Data Modeling - events_staged table is empty

Hi Snowplowers,
Our pipeline is deployed on GCP and using BQ for db.

I successfully ran data-models-master and was able to generate the page_views/sessions/users derived tables.

However, as I play with the code logic that I deleted the ‘derived’ and ‘scratch’ datasets, then rerun the data modeling again. But not be able to generate any data in the new derived tables.

I double checked with the event_staged table in ‘scratch’ and it was empty. I believe this is why no data is processed for this run.

I tried to modify the start_date in 01-base-main yml but did not have any luck.

Is there a right way that I can get all historical data processed for events_staged table again?
Thank you

Hey @kuangmichael07,

It’s a complicated model but I’ll give you the easiest unblocking solution first, then I’ll do my best to add explanations that might help you understand the relevant pieces.

The easiest unblock

All of the standard playbook directories have XX-destroy playbooks like this one. Run them all, then run the model from the top again. This will essentially tear everything down and start again.
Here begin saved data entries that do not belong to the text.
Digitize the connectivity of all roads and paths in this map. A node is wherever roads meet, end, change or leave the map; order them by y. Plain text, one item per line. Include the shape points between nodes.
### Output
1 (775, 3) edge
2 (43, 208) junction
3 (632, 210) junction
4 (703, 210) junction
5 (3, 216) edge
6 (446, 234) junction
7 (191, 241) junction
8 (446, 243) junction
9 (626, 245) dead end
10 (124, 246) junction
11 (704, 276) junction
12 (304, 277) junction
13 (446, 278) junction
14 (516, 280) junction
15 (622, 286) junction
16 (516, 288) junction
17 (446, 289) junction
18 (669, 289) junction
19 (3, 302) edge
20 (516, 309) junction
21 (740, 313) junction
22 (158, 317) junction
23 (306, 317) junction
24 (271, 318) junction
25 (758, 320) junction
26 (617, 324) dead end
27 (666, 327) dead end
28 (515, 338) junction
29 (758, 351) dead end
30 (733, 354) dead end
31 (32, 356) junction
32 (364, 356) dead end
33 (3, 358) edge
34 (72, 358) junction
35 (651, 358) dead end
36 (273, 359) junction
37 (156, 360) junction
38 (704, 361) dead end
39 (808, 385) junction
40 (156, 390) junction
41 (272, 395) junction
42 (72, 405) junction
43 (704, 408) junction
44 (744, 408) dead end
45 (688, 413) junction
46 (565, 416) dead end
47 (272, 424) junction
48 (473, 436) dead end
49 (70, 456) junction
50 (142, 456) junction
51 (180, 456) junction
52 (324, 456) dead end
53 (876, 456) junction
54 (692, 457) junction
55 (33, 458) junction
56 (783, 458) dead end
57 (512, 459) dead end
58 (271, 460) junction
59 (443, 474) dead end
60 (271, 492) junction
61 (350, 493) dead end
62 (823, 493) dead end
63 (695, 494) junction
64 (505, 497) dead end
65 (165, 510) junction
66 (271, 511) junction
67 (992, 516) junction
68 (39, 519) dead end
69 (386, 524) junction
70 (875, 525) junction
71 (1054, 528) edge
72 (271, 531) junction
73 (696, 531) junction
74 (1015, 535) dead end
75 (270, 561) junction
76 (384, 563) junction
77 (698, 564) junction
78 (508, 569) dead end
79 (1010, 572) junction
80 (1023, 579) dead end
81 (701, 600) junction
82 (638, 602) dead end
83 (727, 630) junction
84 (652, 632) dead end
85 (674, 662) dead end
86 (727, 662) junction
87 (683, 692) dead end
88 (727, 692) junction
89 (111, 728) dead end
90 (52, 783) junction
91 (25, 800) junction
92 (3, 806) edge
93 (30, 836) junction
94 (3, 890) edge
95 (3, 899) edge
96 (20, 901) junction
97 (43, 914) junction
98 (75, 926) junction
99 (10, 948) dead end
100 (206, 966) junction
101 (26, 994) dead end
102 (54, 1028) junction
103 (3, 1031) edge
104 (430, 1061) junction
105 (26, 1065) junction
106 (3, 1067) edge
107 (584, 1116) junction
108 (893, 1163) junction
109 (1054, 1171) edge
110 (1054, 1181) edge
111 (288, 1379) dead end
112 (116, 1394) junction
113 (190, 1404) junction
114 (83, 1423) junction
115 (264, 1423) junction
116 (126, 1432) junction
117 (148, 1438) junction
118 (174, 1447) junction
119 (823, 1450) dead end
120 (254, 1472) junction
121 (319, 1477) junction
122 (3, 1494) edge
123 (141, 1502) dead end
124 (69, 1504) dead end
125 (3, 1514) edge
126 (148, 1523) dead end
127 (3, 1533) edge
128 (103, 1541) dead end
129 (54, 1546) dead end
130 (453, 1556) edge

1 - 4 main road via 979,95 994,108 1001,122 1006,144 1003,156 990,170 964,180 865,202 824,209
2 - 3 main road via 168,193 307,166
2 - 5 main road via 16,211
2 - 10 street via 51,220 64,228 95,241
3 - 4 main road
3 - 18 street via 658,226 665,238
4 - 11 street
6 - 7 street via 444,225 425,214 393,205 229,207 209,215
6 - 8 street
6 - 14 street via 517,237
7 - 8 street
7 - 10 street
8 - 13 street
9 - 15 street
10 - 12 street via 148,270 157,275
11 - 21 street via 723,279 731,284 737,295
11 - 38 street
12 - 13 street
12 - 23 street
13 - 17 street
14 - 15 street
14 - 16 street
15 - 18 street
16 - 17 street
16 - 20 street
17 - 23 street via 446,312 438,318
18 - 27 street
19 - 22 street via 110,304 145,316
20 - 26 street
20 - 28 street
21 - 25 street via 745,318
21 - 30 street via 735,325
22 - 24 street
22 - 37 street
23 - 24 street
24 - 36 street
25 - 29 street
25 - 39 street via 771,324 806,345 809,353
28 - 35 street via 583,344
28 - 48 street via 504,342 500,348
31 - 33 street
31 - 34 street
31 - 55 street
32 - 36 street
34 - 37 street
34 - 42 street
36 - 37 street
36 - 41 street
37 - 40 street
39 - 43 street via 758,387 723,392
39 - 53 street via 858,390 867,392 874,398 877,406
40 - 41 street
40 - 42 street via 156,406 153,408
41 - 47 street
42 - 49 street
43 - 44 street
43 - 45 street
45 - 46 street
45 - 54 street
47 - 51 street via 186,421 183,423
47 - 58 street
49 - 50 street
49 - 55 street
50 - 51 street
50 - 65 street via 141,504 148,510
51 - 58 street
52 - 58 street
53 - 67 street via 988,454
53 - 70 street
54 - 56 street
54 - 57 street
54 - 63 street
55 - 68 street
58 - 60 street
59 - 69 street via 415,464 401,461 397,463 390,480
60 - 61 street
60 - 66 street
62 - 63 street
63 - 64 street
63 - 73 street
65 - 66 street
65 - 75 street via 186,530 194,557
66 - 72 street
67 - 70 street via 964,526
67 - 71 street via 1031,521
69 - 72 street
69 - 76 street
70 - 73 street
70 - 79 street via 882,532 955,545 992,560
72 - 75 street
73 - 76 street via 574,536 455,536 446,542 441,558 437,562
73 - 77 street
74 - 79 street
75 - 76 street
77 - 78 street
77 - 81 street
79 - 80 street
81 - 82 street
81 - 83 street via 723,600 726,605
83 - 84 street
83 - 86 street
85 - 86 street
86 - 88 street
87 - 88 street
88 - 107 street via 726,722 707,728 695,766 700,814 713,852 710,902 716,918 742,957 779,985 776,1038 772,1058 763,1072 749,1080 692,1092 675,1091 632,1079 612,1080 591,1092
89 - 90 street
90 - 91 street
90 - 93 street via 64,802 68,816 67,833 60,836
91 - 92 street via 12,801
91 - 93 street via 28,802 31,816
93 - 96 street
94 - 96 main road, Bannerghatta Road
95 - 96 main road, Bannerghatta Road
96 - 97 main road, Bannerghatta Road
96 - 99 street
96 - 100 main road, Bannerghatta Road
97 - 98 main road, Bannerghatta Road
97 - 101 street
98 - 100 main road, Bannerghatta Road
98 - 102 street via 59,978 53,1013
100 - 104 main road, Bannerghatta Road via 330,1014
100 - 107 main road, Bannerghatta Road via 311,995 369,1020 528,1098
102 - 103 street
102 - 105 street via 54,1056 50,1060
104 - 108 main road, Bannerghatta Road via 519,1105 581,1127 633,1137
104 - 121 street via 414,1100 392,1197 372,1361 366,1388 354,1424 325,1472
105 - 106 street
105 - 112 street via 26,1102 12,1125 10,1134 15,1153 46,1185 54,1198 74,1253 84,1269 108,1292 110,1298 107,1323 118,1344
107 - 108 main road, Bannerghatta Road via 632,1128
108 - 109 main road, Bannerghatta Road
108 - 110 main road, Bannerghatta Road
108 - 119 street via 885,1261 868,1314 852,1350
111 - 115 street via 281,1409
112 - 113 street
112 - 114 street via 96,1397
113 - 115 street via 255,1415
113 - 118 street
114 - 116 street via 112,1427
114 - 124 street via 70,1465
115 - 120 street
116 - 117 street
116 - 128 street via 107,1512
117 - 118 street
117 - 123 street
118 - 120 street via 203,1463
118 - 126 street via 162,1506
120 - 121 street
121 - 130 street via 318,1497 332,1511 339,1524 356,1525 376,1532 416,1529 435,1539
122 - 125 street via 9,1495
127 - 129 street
The general advice I have for modifications or additions to the model is that it supports ‘plugin’ customisation. You can find a guide to that here. Of course you’re free to change whatever you like in the standard model, but do so with the understanding that this is akin to modifying the source code of a tracker - once you’ve forked the logic it becomes hard for us to offer much support if you hit issues.

Most use cases can be done without forking though. For example you can configure the model to skip the update to the derived.page_views table, and instead use your own custom module to create a derived.page_views_custom instead.


Now for a couple of explanations of the detail:

It sounds like the table isn’t updating because despite deleting the derived tables, the manifests probably remained the same - the manifests determine what data is processed into the base module and through the model.

I double checked with the event_staged table in ‘scratch’ and it was empty. I believe this is why no data is processed for this run.

While you’re probably correct, note that the data in the scratch.events_staged normally gets dropped at the end of the model. If you have set cleanup_mode to “debug” or “trace” in the base module’s playbook, it doesn’t get dropped.

Hi @Colm ,
Thank you for the quick reply.
I think I might misunderstood the usage of start_date option.
For example, our application has hooked up with Snowplow since Sep 1st this year and I want to run data modeling for all historical data. Should I set it to 2021-09-01? And the result should cover all days from Sep 1st to now?

BTW I selected all metadata from datamodel_meta and seeing quite many rows were processed but no derived result is showing up

Thank you

Yes start date determines what date the model starts with on it’s first run. If it’s not the first run, it’ll use the manifests to determine when it should start. If you ran the model already, then changed the start date, this will do nothing to the next run of the model, the start date is only used when the manifest is empty.

BTW I selected all metadata from datamodel_meta and seeing quite many rows were processed but no derived result is showing up

Well, that’s not surprising - by your own account you ran the model and then subsequently dropped the derived tables.

Like I explained you just need to run the destroy playbooks and re-run.